Informe da PGR de 2021: Casos de corrupção continuam fora de controlo

 

Mesmo com o manancial de legislação que tem vindo a ser aprovado para reforçar o quadro-legal e institucional de combate à corrupção e crimes conexos, a Informação Anual da Procuradoria-Geral da República (PGR) referente a 2020 apresenta um crescimento do número de casos de corrupção. No período em referência foram autuados 1. 280 processos, contra 911 registados em 2019, o que segundo as estatísticas representa um acréscimo de 369 processos, correspondentes a 40, 5%.

O crime de peculato ou desvio de fundos tem sido aquele onde se regista maior retirada de forma ilícita de valores dos cofres do Estado. A justificação para esta contínua retirada fraudulenta de fundos do erário é o recurso ao e-Sistafe (Sistema de Administração Financeira do Estado – vertente electrónica) por parte de funcionários desonestos com acesso a esta plataforma de pagamentos.

Segundo a Informação Anual da Procuradoria-Geral da República (IAPGR) referente ao ano de 2020, o Estado foi lesado em 556. 293. 879, 01 MT, contra 544. 020.360, 69 Mts em 2019.

Um estudo do Centro de Integridade Publica (CIP) explica que também tem havido vários casos de corrupção protagonizados no âmbito dos processos de contratação pública.

Acrescentando que, neste caso, há que questionar o papel do Ministério Público (MP) na sua actividade de fiscalização dos concursos públicos, conforme determinado por lei. Aliás, prossegue o CIP, a IAPGR devia trazer números elucidativos acerca dos valores em que o Estado foi lesado em 2020 em virtude de concursos públicos realizados de forma fraudulenta, o que não está reflectido neste último informe, sendo que a omissão desta informação representa uma descontinuidade com relação aos informes de anos anteriores, concretamente de 2019 e 2020, onde a mesma vinha referida.

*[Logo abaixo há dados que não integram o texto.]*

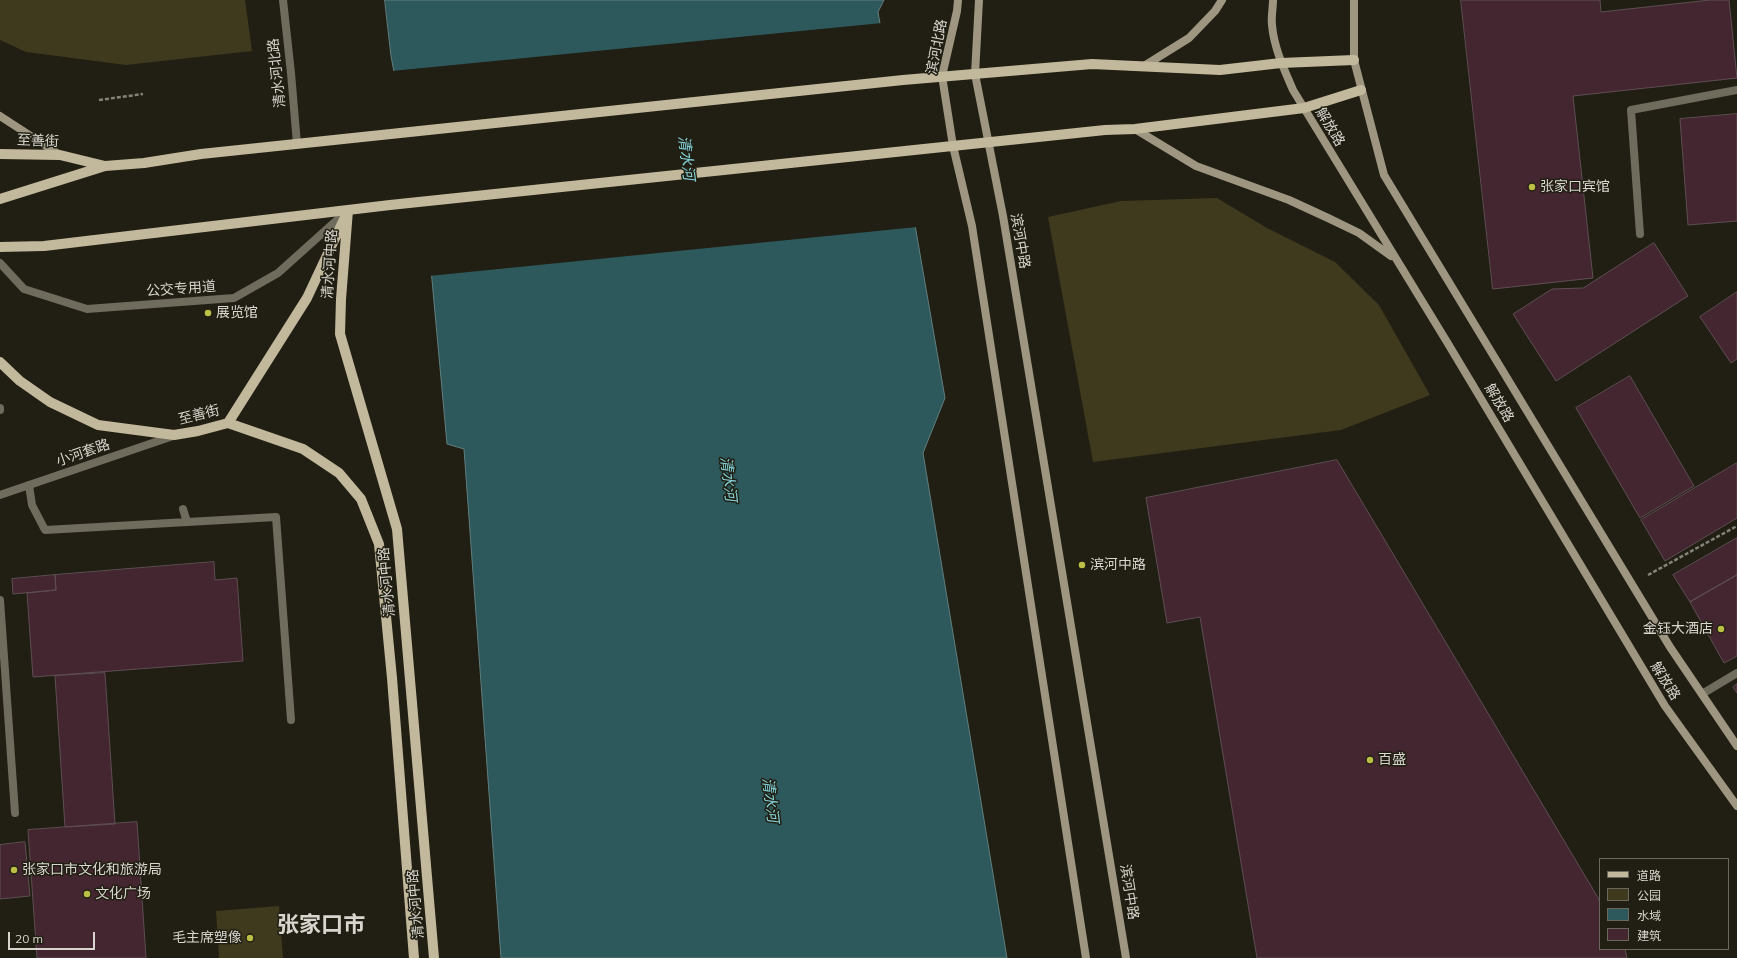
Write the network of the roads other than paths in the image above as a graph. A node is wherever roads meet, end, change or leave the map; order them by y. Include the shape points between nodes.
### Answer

Magistrados envolvidos em casos de corrupção

Segundo o CIP não se pode combater eficazmente a corrupção com magistrados corruptos. O número de casos que se faz referência na IAPGR de 2021 deve constituir motivo de preocupação e atenção por estarem envolvidos magistrados judiciais, do MP e judiciais administrativos em casos de corrupção. Em princípio, é fundamental que os órgãos de gestão e disciplina das magistraturas referidas reforcem o seu trabalho de inspecção na vertente das actividades desenvolvidas pelos magistrados e sobre a sua conduta.

Na optica da organização o problema dos casos de corrupção ao nível das magistraturas deve ser encarado com maior rigor ao nível dos cursos iniciais de ingresso para a carreira de magistrados. Há que aferir acerca do perfil dos candidatos, concretamente, no que diz respeito a sua integridade, como uma exigência de fundamental importância.

Realçar que o IAPGR destaca que foram instaurados em 2020, 10 processos-crime contra magistrados por suspeitas do seu envolvimento em casos de corrupção, acrescidos de 12 que transitaram de 2019, perfazendo 22. Destes estão indiciados 12 magistrados do MP, 9 judiciais e 3 judiciais administrativos. Finda a instrução preparatória dos referidos processos, foi deduzida acusação contra 9 magistrados, sendo 5 do MP, 2 judiciais e 2 judiciais administrativos. Os restantes encontram-se em fase de diligências.